INSTRUCTIONS TO FOLLOW:
Keeping every character intact, repeat the whole listing.

EXERCISE DATA:

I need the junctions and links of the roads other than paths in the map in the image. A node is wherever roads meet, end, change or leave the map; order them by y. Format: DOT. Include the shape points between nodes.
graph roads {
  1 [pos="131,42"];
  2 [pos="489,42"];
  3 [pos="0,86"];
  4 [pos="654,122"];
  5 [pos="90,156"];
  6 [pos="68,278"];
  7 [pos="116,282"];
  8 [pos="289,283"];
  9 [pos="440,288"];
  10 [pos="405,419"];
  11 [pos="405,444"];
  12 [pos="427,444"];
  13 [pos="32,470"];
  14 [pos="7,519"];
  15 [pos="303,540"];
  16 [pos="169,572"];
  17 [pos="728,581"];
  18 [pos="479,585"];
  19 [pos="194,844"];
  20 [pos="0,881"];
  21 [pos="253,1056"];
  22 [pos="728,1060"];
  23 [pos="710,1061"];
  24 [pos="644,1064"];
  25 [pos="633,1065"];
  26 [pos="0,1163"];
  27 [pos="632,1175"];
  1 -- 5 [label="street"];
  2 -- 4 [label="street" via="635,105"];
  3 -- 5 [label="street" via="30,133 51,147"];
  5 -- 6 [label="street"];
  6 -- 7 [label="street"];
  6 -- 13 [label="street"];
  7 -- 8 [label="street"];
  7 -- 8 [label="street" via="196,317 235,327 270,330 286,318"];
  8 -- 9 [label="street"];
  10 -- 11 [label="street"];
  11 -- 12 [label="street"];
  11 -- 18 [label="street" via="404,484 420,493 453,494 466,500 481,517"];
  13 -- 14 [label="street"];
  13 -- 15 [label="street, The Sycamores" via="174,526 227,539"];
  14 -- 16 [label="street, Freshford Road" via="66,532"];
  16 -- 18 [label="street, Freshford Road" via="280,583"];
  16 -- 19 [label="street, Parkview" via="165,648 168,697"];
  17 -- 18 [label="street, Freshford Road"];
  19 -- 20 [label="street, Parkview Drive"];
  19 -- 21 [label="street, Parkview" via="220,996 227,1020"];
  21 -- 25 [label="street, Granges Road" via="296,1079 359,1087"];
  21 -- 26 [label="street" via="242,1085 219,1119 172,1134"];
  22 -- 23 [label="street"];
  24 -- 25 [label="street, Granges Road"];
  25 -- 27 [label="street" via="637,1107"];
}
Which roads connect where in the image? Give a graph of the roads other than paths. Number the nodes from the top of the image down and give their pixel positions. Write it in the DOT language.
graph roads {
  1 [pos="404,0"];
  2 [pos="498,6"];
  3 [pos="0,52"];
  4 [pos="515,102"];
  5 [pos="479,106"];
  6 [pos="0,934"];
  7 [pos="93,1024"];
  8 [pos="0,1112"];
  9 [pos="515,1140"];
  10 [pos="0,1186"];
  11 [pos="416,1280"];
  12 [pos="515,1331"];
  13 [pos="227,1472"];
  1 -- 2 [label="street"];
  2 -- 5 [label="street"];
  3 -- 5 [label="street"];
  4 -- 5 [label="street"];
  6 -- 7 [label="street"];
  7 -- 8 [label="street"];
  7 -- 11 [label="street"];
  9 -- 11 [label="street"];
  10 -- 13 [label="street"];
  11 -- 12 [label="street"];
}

SOLUTION FOR THIS TASK:
I need the junctions and links of the roads other than paths in the map in the image. A node is wherever roads meet, end, change or leave the map; order them by y. Format: DOT. Include the shape points between nodes.
graph roads {
  1 [pos="131,42"];
  2 [pos="489,42"];
  3 [pos="0,86"];
  4 [pos="654,122"];
  5 [pos="90,156"];
  6 [pos="68,278"];
  7 [pos="116,282"];
  8 [pos="289,283"];
  9 [pos="440,288"];
  10 [pos="405,419"];
  11 [pos="405,444"];
  12 [pos="427,444"];
  13 [pos="32,470"];
  14 [pos="7,519"];
  15 [pos="303,540"];
  16 [pos="169,572"];
  17 [pos="728,581"];
  18 [pos="479,585"];
  19 [pos="194,844"];
  20 [pos="0,881"];
  21 [pos="253,1056"];
  22 [pos="728,1060"];
  23 [pos="710,1061"];
  24 [pos="644,1064"];
  25 [pos="633,1065"];
  26 [pos="0,1163"];
  27 [pos="632,1175"];
  1 -- 5 [label="street"];
  2 -- 4 [label="street" via="635,105"];
  3 -- 5 [label="street" via="30,133 51,147"];
  5 -- 6 [label="street"];
  6 -- 7 [label="street"];
  6 -- 13 [label="street"];
  7 -- 8 [label="street"];
  7 -- 8 [label="street" via="196,317 235,327 270,330 286,318"];
  8 -- 9 [label="street"];
  10 -- 11 [label="street"];
  11 -- 12 [label="street"];
  11 -- 18 [label="street" via="404,484 420,493 453,494 466,500 481,517"];
  13 -- 14 [label="street"];
  13 -- 15 [label="street, The Sycamores" via="174,526 227,539"];
  14 -- 16 [label="street, Freshford Road" via="66,532"];
  16 -- 18 [label="street, Freshford Road" via="280,583"];
  16 -- 19 [label="street, Parkview" via="165,648 168,697"];
  17 -- 18 [label="street, Freshford Road"];
  19 -- 20 [label="street, Parkview Drive"];
  19 -- 21 [label="street, Parkview" via="220,996 227,1020"];
  21 -- 25 [label="street, Granges Road" via="296,1079 359,1087"];
  21 -- 26 [label="street" via="242,1085 219,1119 172,1134"];
  22 -- 23 [label="street"];
  24 -- 25 [label="street, Granges Road"];
  25 -- 27 [label="street" via="637,1107"];
}
Which roads connect where in the image? Give a graph of the roads other than paths. Number the nodes from the top of the image down and give their pixel positions. Write it in the DOT language.
graph roads {
  1 [pos="404,0"];
  2 [pos="498,6"];
  3 [pos="0,52"];
  4 [pos="515,102"];
  5 [pos="479,106"];
  6 [pos="0,934"];
  7 [pos="93,1024"];
  8 [pos="0,1112"];
  9 [pos="515,1140"];
  10 [pos="0,1186"];
  11 [pos="416,1280"];
  12 [pos="515,1331"];
  13 [pos="227,1472"];
  1 -- 2 [label="street"];
  2 -- 5 [label="street"];
  3 -- 5 [label="street"];
  4 -- 5 [label="street"];
  6 -- 7 [label="street"];
  7 -- 8 [label="street"];
  7 -- 11 [label="street"];
  9 -- 11 [label="street"];
  10 -- 13 [label="street"];
  11 -- 12 [label="street"];
}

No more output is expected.